El Tribunal Constitucional ha considerado inconstitucional el confinamiento decretado por el gobierno español en marzo de 2020, el más salvaje de Europa y del mundo libre. La lástima es que se haya dejado en manos de Vox la defensa de derechos fundamentales como el de la libertad de circulación. Que hacía falta un confinamiento para hacer frente a la pandemia es una evidencia empírica, como demuestra que la limitación de movimientos ha sido —y todavía es— la única forma para frenar la expansión del virus. Que esta limitación de derechos fue en realidad una suspensión y que se coló un estado de excepción por la puerta trasera, es ahora también una evidencia. Como lo es que se dio un poder exagerado a las policías para multar de manera arbitraria, por lo que ahora se podrán reclamar las multas.
Y suscribir eso no quiere decir ser un negacionista, ni fan de Miguel Bosé, ni un trumpista catalán, ni priorizar la economía, ni ser un liberal egoísta, ni negar el derecho a la salud o los derechos colectivos. Quiere decir defender que los derechos fundamentales no son sólo para cuando nos los podemos permitir y que se pueden limitar, pero no suspender con demasiada alegría. Quiere decir defender que otro estado de alarma era posible, más quirúrgico, como después se ha demostrado. Quiere decir, por cierto, defender que la salud pública es mucho más que luchar contra el virus de mierda.
Cuando se empiezan a recortar derechos fundamentales y nadie dice nada, las autoridades le cogen el gustillo
Hubo muy pocas voces que criticaron el estado de alarma español —que, hay que decirlo, el president Quim Torra todavía encontraba insuficiente—, basado en su más pura tradición: autoritarismo, centralismo, burocracia, desprecio a los niños y a su educación y desprecio al deporte. Este fue el cuadro de marzo de 2020. Y que era un error lo demuestra que después se corrigió, cosa de la que nos tenemos que alegrar. Se sacaron los militares de las ruedas de prensa, se devolvieron las competencias a las autonomías, los niños volvieron a clase y no no pasó nada y los deportistas —los olímpicos y los de barriga cervecera— pudieron salir a la calle y a correr por un bosque, lugar infinitamente menos peligroso que el comedor de casa.

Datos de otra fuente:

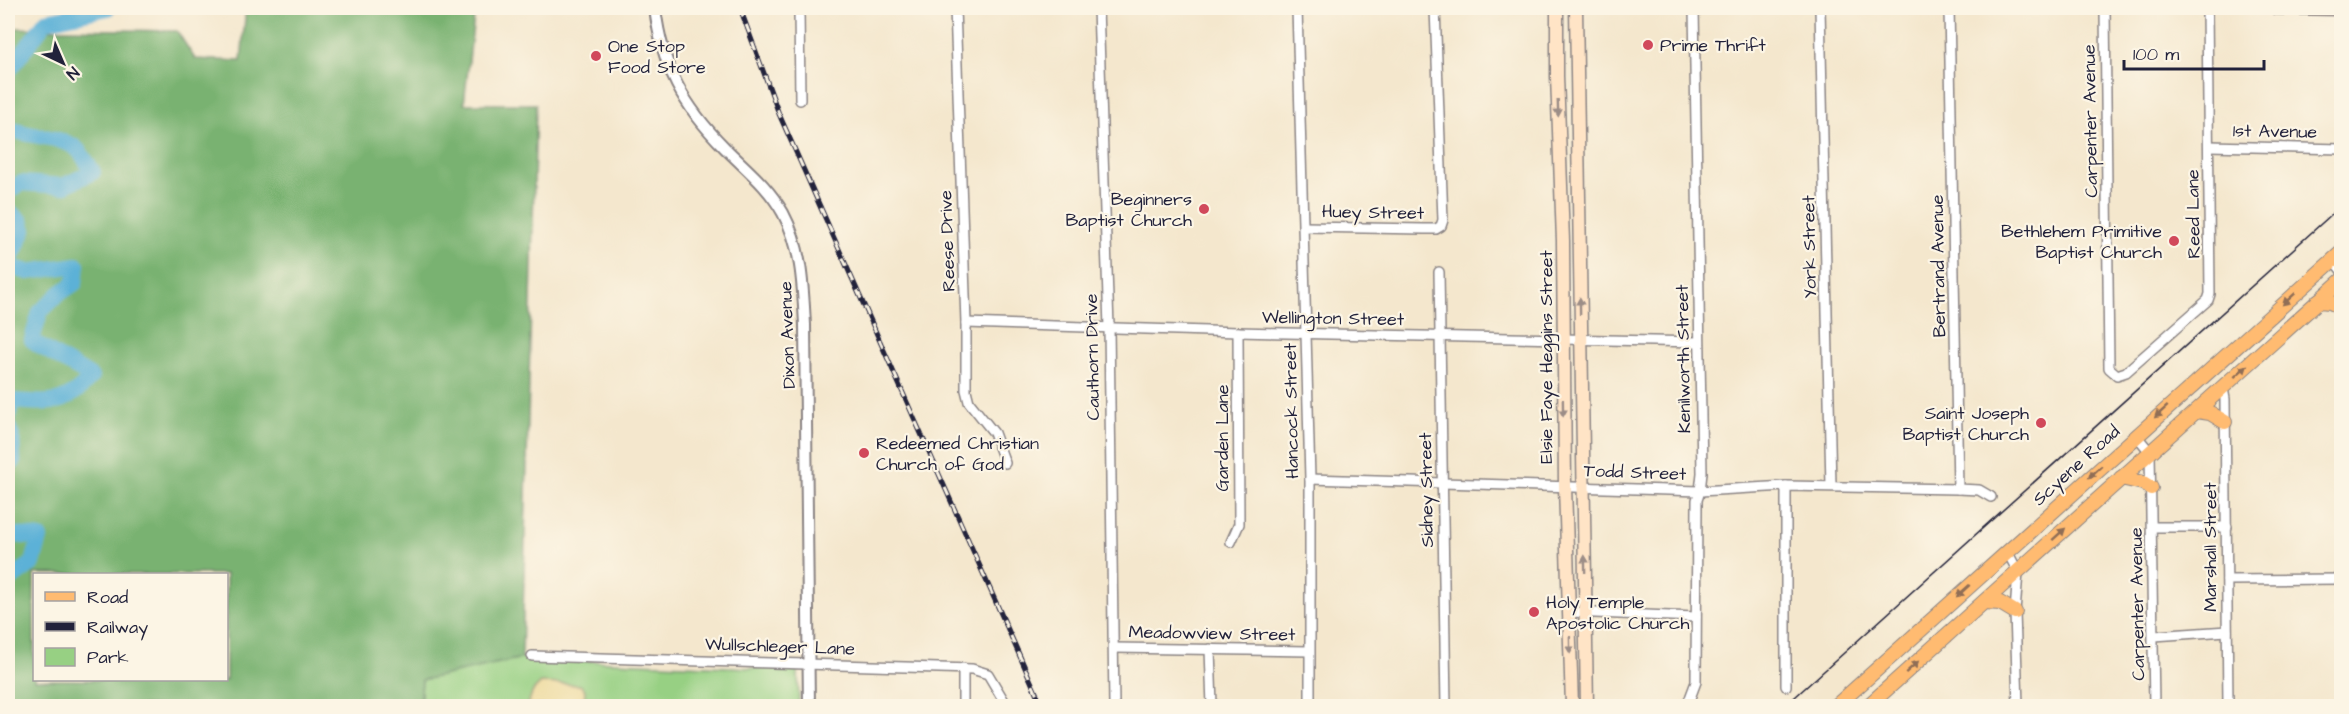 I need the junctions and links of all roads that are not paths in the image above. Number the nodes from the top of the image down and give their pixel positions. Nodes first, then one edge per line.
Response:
1 (655, 8) edge
2 (799, 8) edge
3 (955, 8) edge
4 (1098, 8) edge
5 (1297, 8) edge
6 (1435, 8) edge
7 (1557, 8) edge
8 (1576, 8) edge
9 (1694, 8) edge
10 (1821, 8) edge
11 (1949, 8) edge
12 (2105, 8) edge
13 (2207, 8) edge
14 (2276, 8) edge
15 (2342, 9) edge
16 (1577, 75) junction
17 (1557, 76) junction
18 (800, 100) dead end
19 (2209, 146) junction
20 (2342, 149) edge
21 (1304, 227) junction
22 (2338, 261) edge
23 (1439, 272) dead end
24 (2342, 280) edge
25 (2318, 301) junction
26 (2342, 308) edge
27 (966, 323) junction
28 (1109, 327) junction
29 (1238, 332) junction
30 (1306, 332) junction
31 (1439, 337) junction
32 (1562, 338) junction
33 (1580, 340) junction
34 (1698, 342) junction
35 (2117, 375) joint
36 (2223, 388) junction
37 (2197, 411) junction
38 (2226, 422) junction
39 (2136, 435) junction
40 (2150, 452) junction
41 (1005, 463) dead end
42 (2121, 478) junction
43 (1310, 479) junction
44 (1443, 482) junction
45 (1565, 486) junction
46 (1786, 486) junction
47 (1832, 486) junction
48 (1584, 487) junction
49 (2151, 488) junction
50 (1958, 489) junction
51 (1700, 491) junction
52 (1991, 497) dead end
53 (2152, 527) junction
54 (2227, 527) junction
55 (1231, 542) dead end
56 (2007, 551) junction
57 (2018, 572) junction
58 (2342, 579) edge
59 (2227, 580) junction
60 (1984, 602) junction
61 (1569, 612) junction
62 (2015, 612) junction
63 (1586, 613) junction
64 (1696, 617) junction
65 (2227, 631) junction
66 (2154, 636) junction
67 (1114, 648) junction
68 (1210, 649) junction
69 (1309, 651) junction
70 (532, 656) dead end
71 (808, 663) junction
72 (963, 668) junction
73 (1786, 686) dead end
74 (809, 706) edge
75 (963, 706) edge
76 (1006, 706) edge
77 (1114, 706) edge
78 (1212, 706) edge
79 (1310, 706) edge
80 (1446, 706) edge
81 (1572, 706) edge
82 (1587, 706) edge
83 (1687, 706) edge
84 (1836, 706) edge
85 (1868, 706) edge
86 (2018, 706) edge
87 (2154, 706) edge
88 (2228, 706) edge

1 - 71 street, Dixon Avenue
2 - 18 street
3 - 27 street, Reese Drive
4 - 28 street, Cauthorn Drive
5 - 21 street, Hancock Street
6 - 21 street, Huey Street
7 - 17 main road, Elsie Faye Heggins Street
8 - 16 main road, Elsie Faye Heggins Street
9 - 34 street, Kenilworth Street
10 - 47 street, York Street
11 - 50 street, Bertrand Avenue
12 - 35 street, Carpenter Avenue
13 - 19 street, Reed Lane
14 - 15 main road
16 - 17 main road
33 -> 16 main road, Elsie Faye Heggins Street
17 -> 32 main road, Elsie Faye Heggins Street
19 - 20 street, 1st Avenue
19 - 35 street, Reed Lane
21 - 30 street, Hancock Street
22 -> 39 main road, Scyene Road
23 - 31 street, Sidney Street
24 - 25 main road
25 - 26 main road
36 -> 25 main road
27 - 28 street, Wellington Street
27 - 41 street, Reese Drive
28 - 29 street, Wellington Street
28 - 67 street, Cauthorn Drive
29 - 30 street, Wellington Street
29 - 55 street, Garden Lane
30 - 31 street, Wellington Street
30 - 43 street, Hancock Street
31 - 32 street, Wellington Street
31 - 44 street, Sidney Street
32 - 33 street, Wellington Street
32 -> 45 main road, Elsie Faye Heggins Street
33 - 34 street, Wellington Street
33 - 48 main road, Elsie Faye Heggins Street
34 - 51 street, Kenilworth Street
36 - 37 main road
36 - 38 street, Marshall Street
37 - 38 main road
37 - 40 main road
38 - 54 street, Marshall Street
39 - 40 street
39 -> 56 main road, Scyene Road
40 - 42 main road
40 - 49 street, Carpenter Avenue
42 - 49 main road
57 -> 42 main road
43 - 44 street, Todd Street
43 - 69 street, Hancock Street
44 - 45 street, Todd Street
44 - 80 street, Sidney Street
45 - 48 street, Todd Street
45 - 61 main road, Elsie Faye Heggins Street
46 - 47 street, Todd Street
46 - 51 street, Todd Street
46 - 73 street
47 - 50 street, Todd Street
48 - 51 street, Todd Street
63 -> 48 main road, Elsie Faye Heggins Street
49 - 53 street, Carpenter Avenue
50 - 52 street
51 - 64 street, Kenilworth Street
53 - 54 street
53 - 66 street, Carpenter Avenue
54 - 59 street, Marshall Street
56 - 57 street
56 -> 84 main road, Scyene Road
57 - 60 main road
57 - 62 street
58 - 59 street
59 - 65 street, Marshall Street
60 - 62 main road
85 -> 60 main road
61 - 63 street
61 -> 81 main road, Elsie Faye Heggins Street
62 - 86 street
63 - 64 street
63 - 82 main road, Elsie Faye Heggins Street
64 - 83 street, Kenilworth Street
65 - 66 street
65 - 88 street, Marshall Street
66 - 87 street, Carpenter Avenue
67 - 68 street, Meadowview Street
67 - 77 street, Cauthorn Drive
68 - 69 street, Meadowview Street
68 - 78 street
69 - 79 street, Hancock Street
70 - 71 street, Wullschleger Lane
71 - 72 street, Wullschleger Lane
71 - 74 street, Dixon Avenue
72 - 75 street
72 - 76 street, Wullschleger Lane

El caso es que nunca se basó nada en la confianza mutua entre administración y administrados y así nos va ahora. En lugar de convencer, se optó por una campaña patriótica y por un arresto domiciliario masivo bajo amenaza de multa de 30.000 euros. Vimos delatores de balcón y aplausos acríticos. Nadie ha asumido responsabilidades por el drama de las residencias de ancianos. De hecho, no hemos hecho ni siquiera el debate sobre una sociedad que vive con la gente mayor aparcada y invisibilizada. Y todavía no hemos entendido por qué se ha tardado un año y medio para poder comprar test de antígenos sin receta en las farmacias.
¿Es, por tanto, una buena noticia la decisión del Constitucional? Pues, mire, puede que no. Porque quizás la próxima vez, en lugar de un confinamiento quirúrgico, deciden aprobar directamente el estado de excepción, que aún da más poder a la policía. O no. Quizás optan por la reforma de la ley de seguridad nacional, que ya directamente obligará a las "prestaciones personales" que exijan las autoridades competentes cuando haya una crisis. Una crisis que puede ser un virus o cualquier otra cosa. Porque cuando se empiezan a recortar derechos fundamentales y nadie dice nada, las autoridades le cogen el gustillo. Es una de las tres constantes del mundo, junto a la velocidad de la luz y el déficit fiscal catalán, como diría Xavier Sala i Martin. Ahora habrá toque de queda para evitar botellones. A ver cuándo tardamos en ver que lo declaran por cualquier chorrada.